The hundreds of millions of dollars that US corporations give through political action committees have long raised red flags about special interests buying influence over elected officials. But research suggests that companies hand out even more money through charitable foundations to curry favor with lawmakers.

Companies spend almost three times the amount on politically motivated charitable giving than they spend trying to influence politicians through PACs, according to Chicago Booth’s Marianne Bertrand, University of British Columbia’s Matilde Bombardini and Francesco Trebbi, and Boston University’s Raymond Fisman—and the amount is almost half as large as their federal lobbying spending. “Our analysis sugggests that firms deploy their charitable foundations as a form of tax-exempt influence seeking,” they write.

Companies have historically set up PACs to raise money to direct at campaigns and politicians. They’ve been around since 1944, when the Congress of Industrial Organizers formed one to help reelect President Franklin D. Roosevelt.

Are profits passé?

But companies also have charitable foundations, through which they fund philanthropic efforts. These efforts can help the for-profit side by burnishing the company’s reputation and showcasing its socially responsible activities. Moreover, companies get tax breaks for donating to foundations.

Laws exist to trace the influence of companies and other special interests in politics, but researchers attempting to track and measure this influence have grown concerned about dark money, shadow lobbying, and other covert forms of influence—which apparently includes corporate philanthropy.

When a congressional representative obtained a seat on a committee important to the company, corporate foundations gave more to charities in that congressional district.

To explore this channel, Bertrand, Bombardini, Fisman, and Trebbi analyzed tax returns of 320 foundations affiliated with Fortune 500 and S&P 500 companies from 1998 to 2015, covering the 105th to the 114th US Congresses. The researchers correlated the foundations’ charitable-giving patterns with congressional districts and committee assignments for members of Congress from the same period. They also used lobbying disclosure forms to identify issues important to companies.

The findings demonstrate that corporations increased giving to PACs that supported politicians who sat on congressional committees linked to the corporations’ interests. A power-generation company was likely to fund a PAC supporting a lawmaker who sat on an energy committee, for example.

And they suggest that corporate foundation giving bore striking similarities to PAC behavior.

When a congressional representative obtained a seat on a committee important to the company, corporate foundations gave more to charities in that congressional district. When a representative left Congress, there was a decline in charitable giving in that district. When a replacement representative gained seniority over time, corporate foundations were again more generous in that district.

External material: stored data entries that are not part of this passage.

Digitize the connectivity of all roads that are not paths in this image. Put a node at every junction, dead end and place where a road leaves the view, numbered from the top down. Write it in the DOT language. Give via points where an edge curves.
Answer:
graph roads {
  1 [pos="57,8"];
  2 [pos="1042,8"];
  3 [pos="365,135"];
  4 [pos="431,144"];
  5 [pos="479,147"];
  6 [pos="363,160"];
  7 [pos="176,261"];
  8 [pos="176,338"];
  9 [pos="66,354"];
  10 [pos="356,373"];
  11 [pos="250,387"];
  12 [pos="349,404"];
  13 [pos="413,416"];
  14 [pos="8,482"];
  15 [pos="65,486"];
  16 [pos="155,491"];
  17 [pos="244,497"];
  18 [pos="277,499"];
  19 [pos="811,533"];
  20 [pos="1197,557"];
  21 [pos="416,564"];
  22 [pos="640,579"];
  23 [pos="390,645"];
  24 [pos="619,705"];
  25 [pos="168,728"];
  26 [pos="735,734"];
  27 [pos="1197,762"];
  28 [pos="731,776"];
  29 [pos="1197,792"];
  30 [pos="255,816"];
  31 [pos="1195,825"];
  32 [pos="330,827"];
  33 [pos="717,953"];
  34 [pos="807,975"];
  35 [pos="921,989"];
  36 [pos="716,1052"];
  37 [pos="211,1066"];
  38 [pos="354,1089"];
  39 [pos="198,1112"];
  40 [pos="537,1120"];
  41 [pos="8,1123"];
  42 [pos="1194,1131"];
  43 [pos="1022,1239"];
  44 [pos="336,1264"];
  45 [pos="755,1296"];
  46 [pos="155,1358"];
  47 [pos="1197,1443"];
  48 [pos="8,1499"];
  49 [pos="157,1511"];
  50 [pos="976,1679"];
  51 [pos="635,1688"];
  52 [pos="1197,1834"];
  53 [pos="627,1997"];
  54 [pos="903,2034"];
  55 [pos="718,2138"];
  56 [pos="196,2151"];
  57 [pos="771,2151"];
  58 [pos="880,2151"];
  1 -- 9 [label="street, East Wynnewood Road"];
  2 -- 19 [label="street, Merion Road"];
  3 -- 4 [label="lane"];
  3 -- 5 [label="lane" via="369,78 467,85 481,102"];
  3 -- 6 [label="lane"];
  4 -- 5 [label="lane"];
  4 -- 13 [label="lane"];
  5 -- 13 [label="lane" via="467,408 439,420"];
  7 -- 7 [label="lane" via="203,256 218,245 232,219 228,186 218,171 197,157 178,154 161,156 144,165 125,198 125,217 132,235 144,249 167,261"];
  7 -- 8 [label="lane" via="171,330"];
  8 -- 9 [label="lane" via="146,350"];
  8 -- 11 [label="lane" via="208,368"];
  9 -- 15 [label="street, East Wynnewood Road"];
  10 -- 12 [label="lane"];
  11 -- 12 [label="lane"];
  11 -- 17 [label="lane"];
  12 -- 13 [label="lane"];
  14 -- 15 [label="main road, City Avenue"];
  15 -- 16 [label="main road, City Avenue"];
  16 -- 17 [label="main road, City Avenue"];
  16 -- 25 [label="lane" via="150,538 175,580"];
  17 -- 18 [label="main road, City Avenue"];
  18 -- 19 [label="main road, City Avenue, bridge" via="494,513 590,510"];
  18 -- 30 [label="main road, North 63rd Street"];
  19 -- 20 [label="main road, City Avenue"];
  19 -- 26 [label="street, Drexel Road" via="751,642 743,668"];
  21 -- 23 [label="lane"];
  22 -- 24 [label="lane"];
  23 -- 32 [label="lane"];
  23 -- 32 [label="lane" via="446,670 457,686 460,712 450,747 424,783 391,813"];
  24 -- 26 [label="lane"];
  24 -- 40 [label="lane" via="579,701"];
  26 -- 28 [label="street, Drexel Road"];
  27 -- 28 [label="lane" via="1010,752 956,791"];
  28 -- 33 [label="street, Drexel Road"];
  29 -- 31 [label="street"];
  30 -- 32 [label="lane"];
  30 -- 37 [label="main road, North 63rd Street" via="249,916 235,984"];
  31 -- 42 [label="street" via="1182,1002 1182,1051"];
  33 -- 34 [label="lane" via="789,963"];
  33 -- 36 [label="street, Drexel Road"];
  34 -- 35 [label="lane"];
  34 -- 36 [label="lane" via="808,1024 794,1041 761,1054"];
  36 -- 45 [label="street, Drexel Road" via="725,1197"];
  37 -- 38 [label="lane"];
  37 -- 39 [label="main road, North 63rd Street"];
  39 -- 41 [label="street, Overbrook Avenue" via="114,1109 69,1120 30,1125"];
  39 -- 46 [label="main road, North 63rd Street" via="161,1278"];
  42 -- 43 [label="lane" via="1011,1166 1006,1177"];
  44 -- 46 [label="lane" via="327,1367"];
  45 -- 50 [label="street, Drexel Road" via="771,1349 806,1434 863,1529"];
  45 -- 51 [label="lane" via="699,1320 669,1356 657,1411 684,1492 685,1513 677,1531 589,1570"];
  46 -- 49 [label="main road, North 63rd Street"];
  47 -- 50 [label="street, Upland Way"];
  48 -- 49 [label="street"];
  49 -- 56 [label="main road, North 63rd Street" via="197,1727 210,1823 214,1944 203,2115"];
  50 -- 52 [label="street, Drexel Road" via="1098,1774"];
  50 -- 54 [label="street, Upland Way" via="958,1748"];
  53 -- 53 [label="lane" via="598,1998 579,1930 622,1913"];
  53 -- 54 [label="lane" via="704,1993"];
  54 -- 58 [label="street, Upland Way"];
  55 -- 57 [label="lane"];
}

The researchers, by considering turnover in committee membership and issues relevant to companies, rule out the possibility that companies were simply donating to like-minded representatives or had nonpolitical interests in mind. Rather, they write that the activity of charitable foundations mimics patterns in PAC spending.

The foundations also gave more to charities that had a politician on the board. A nonprofit was four times more likely to receive grants from a corporate foundation when a politician sat on its board, according to the data. And a foundation was more likely to give to a nonprofit with a politician on the board if that politician was on a relevant congressional committee.

Foundations appear to be spending a lot on influence. In 2014, there were $18 billion in total corporate charitable contributions, the researchers report. They estimate that 7 percent of that corporate charity, or $1.3 billion, was politically motivated. That amount is 280 percent higher than PAC contributions made that year, and represents 40 percent of the $3 billion in total companies spent on lobbying.

Because companies receive tax breaks for their charitable giving, taxpayers are essentially subsidizing the politics of special interests.

Politically minded foundation giving is, the researchers suggest, problematic. It can lead to less-than-optimal policies for voters, and because it’s opaque, voters can’t monitor or take into account information passing through back channels. Shareholders can’t monitor it either, to make sure the giving serves their interests. And it may lead politically connected charities to be funded rather than more-efficient ones.

Moreover, because companies receive tax breaks for their charitable giving, taxpayers are essentially subsidizing the politics of special interests. “Unlike lobbying or campaign contributions, charitable giving potentially represents a tax-advantaged and hard-to-trace form of influence,” write the researchers.

They note that while their data is from the United States, the phenomenon is global. They cite Israel’s Holyland affair, where a real-estate developer donated to a charity founded by former Jerusalem mayor Uri Lupolianski.

“Given the lack of formal electoral or regulatory disclosure requirements, charitable giving may be a form of political influence that goes mostly undetected by voters and shareholders, and which is directly subsidized by taxpayers,” write the researchers.

But the researchers sound a note of caution about crackdowns on money in politics: attempts to limit the influence of companies that are lobbying or giving through PACs could merely send the influence peddling to channels harder to see and document.